Friday, August 19, 2005 - 7:23 am   Edit Post Move Post Delete Post View Post    
i'm never editing one of my daughter's papers again. i'm sending them to HP! dang girl you are good! good job ryan!

Julieboo
Member

02-05-2002

Friday, August 19, 2005 - 7:31 am   Edit Post Move Post Delete Post View Post    
Herk, you always ROCK!!!

Herckleperckle
Member

11-20-2003

Friday, August 19, 2005 - 7:58 am   Edit Post Move Post Delete Post View Post    
1

HP rocking


Thanks, guys. But this is what I did for years, so it is second nature. I have NO other skills, believe me. This is it.

Meant to add, Ryan, that I think you have a great idea for a blog. And please don't take my comments negatively. (You should have seen me the first time someone marked up something I wrote. Waaahhhh! My baby, my creation!) Coco is right; just needed a little polishing.

I'd recommend that you sit on the suggestions for a day or two and then re-read them and your originals. Then use the edits as a guide only. This is your work and should reflect your style.

1


Juju2bigdog
Member

10-27-2000

Friday, August 19, 2005 - 2:01 pm   Edit Post Move Post Delete Post View Post    
LOL, HP. You may have NO other skills, but you have talents aplenty. And a heart as big as Texas.

Teachmichigan
Member

07-22-2001

Friday, August 19, 2005 - 5:20 pm   Edit Post Move Post Delete Post View Post    
As another English teacher, I just say "DITTO" to HP! LOL It IS second nature, isn't it HP? I hate reading our local newspaper because I feel the need to go through w/ my green (hate RED) pen and mark it up!

Tishala
Member

08-01-2000

Friday, August 19, 2005 - 6:10 pm   Edit Post Move Post Delete Post View Post    
I've reverted to red pens for an extra special retro appeal. They mistook the green pen for affirmation. Red pen=fear of God.

Herckleperckle
Member

11-20-2003

Friday, August 19, 2005 - 7:27 pm   Edit Post Move Post Delete Post View Post    
With you there, Teach. Uh, my inability to disregard spelling errors has gotten me in trouble here a time or two, too! (Gulp.)
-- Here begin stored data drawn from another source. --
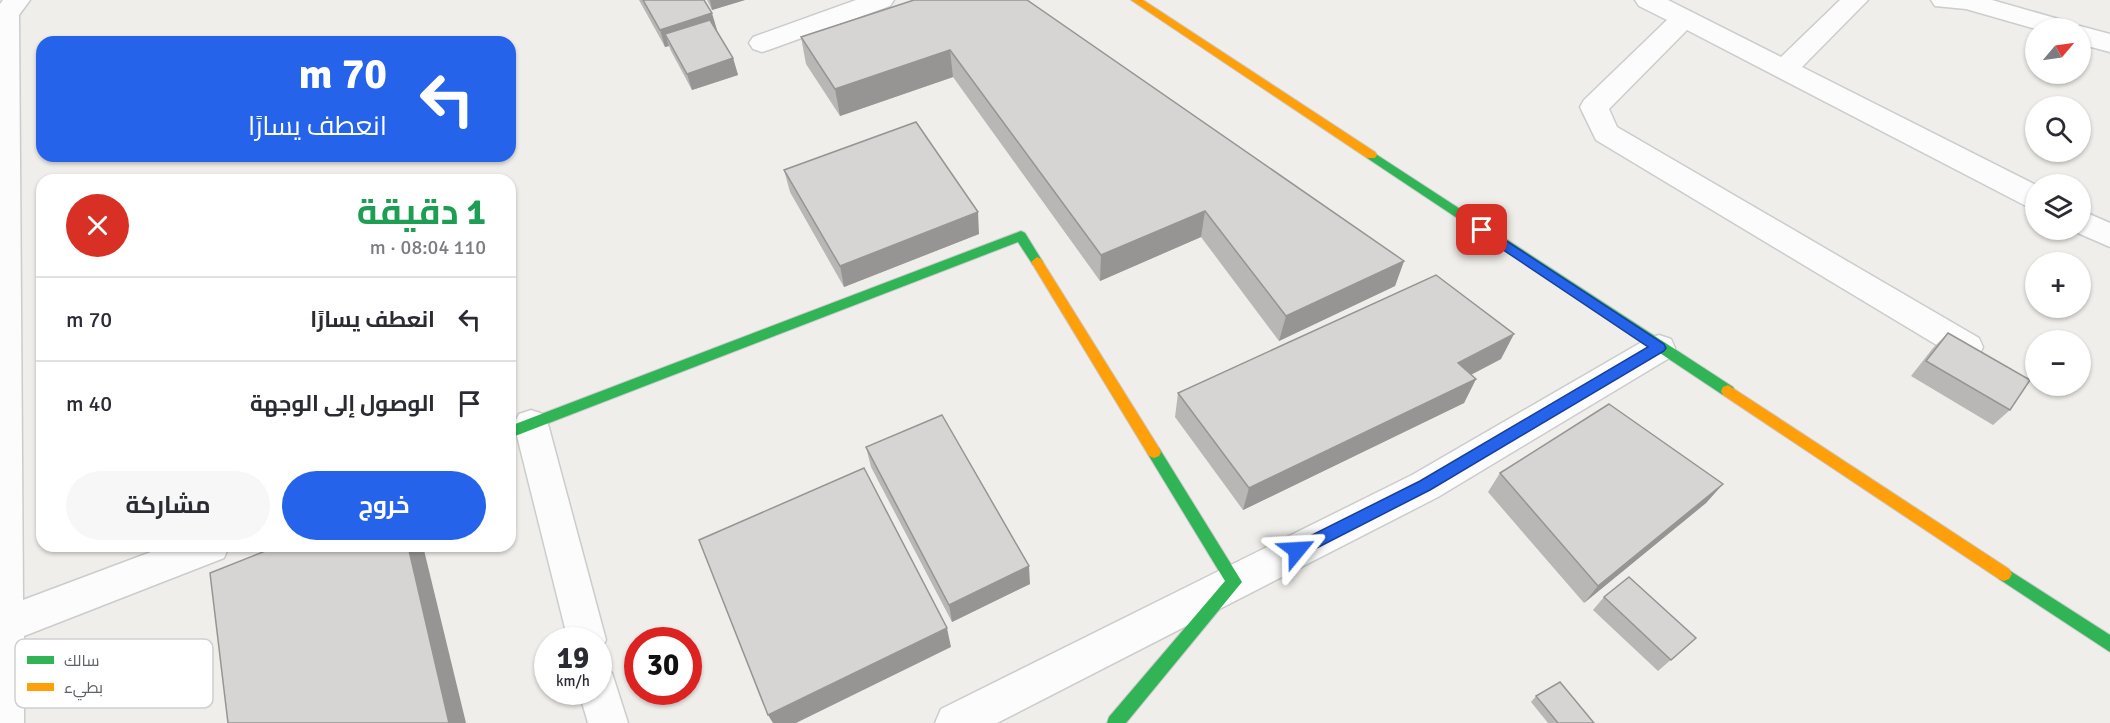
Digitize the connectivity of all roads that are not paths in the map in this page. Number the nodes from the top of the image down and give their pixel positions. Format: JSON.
{"nodes":[{"id":1,"x":16,"y":0,"type":"edge"},
{"id":2,"x":881,"y":0,"type":"edge"},
{"id":3,"x":1648,"y":0,"type":"edge"},
{"id":4,"x":1855,"y":0,"type":"edge"},
{"id":5,"x":1944,"y":0,"type":"edge"},
{"id":6,"x":1148,"y":3,"type":"edge"},
{"id":7,"x":1684,"y":18,"type":"junction"},
{"id":8,"x":2025,"y":18,"type":"edge"},
{"id":9,"x":2091,"y":37,"type":"edge"},
{"id":10,"x":762,"y":43,"type":"dead end"},
{"id":11,"x":2110,"y":43,"type":"edge"},
{"id":12,"x":1784,"y":69,"type":"junction"},
{"id":13,"x":2025,"y":192,"type":"edge"},
{"id":14,"x":2091,"y":226,"type":"edge"},
{"id":15,"x":2110,"y":236,"type":"edge"},
{"id":16,"x":1967,"y":347,"type":"edge"},
{"id":17,"x":1659,"y":348,"type":"junction"},
{"id":18,"x":521,"y":428,"type":"edge"},
{"id":19,"x":195,"y":552,"type":"edge"},
{"id":20,"x":1234,"y":582,"type":"junction"},
{"id":21,"x":4,"y":625,"type":"junction"},
{"id":22,"x":582,"y":627,"type":"edge"},
{"id":23,"x":2110,"y":644,"type":"edge"},
{"id":24,"x":603,"y":705,"type":"edge"},
{"id":25,"x":4,"y":723,"type":"edge"},
{"id":26,"x":608,"y":723,"type":"edge"},
{"id":27,"x":955,"y":723,"type":"edge"},
{"id":28,"x":1115,"y":723,"type":"edge"}],
"edges":[{"from":1,"to":21,"type":"street"},
{"from":2,"to":10,"type":"street"},
{"from":3,"to":7,"type":"street"},
{"from":4,"to":12,"type":"street"},
{"from":5,"to":8,"type":"street"},
{"from":6,"to":17,"type":"main road"},
{"from":7,"to":12,"type":"street"},
{"from":7,"to":16,"type":"street"},
{"from":9,"to":11,"type":"street"},
{"from":12,"to":13,"type":"street"},
{"from":14,"to":15,"type":"street"},
{"from":17,"to":20,"type":"street"},
{"from":17,"to":23,"type":"main road"},
{"from":18,"to":20,"type":"main road"},
{"from":18,"to":22,"type":"street"},
{"from":19,"to":21,"type":"street"},
{"from":20,"to":27,"type":"street"},
{"from":20,"to":28,"type":"main road"},
{"from":21,"to":25,"type":"street"},
{"from":24,"to":26,"type":"street"}]}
Tish, only you!! Heeheeeheee!

About a year or so ago, I took a writing test at a health care benefits company in CT. My task? To edit a marketing letter. (I prefer to do my editing on the PC, if at all possible. That's because I edit constantly as I write.) However, using a PC was not an option in this test.

I rewrote the entire piece and made it sing. Truly. But . . . I didn't get the job.

The gal explained to me later that though my rewrite was excellent, what they really wanted was someone who would do minimal edits--so the original author would not feel as if the piece had been rewritten by anyone. (Well, would have been nice if someone had told me that. I could have done that!) I mean I think I could have done that. . . . Nah, it probably would have killed me to keep my mouth shut.

Teachmichigan
Member

07-22-2001

Friday, August 19, 2005 - 9:08 pm   Edit Post Move Post Delete Post View Post    
LOL -- and as other English teachers know -- most of our editing and notes get us NOWHERE!! How many kids revise unless it's required! I'll be trying very hard (as per the AP guidelines) to give scores this year w/ minimal comments (this will be for timed writings only -- not drafts).

I do vary my green pens w/purple ones upon occasion. Because I buy gel pens in bulk from Sam's Club, I always end up w/ a couple of red pens -- I save 'em for the exams! LOL My kids always tell me I write as much as they do -- and I have found my life is easier since I was taught how to use the Word Review Tool a couple of years ago. Saves paper until the final draft if nothing else, plus I have a copy of their draft on file so they can't just resubmit the same paper!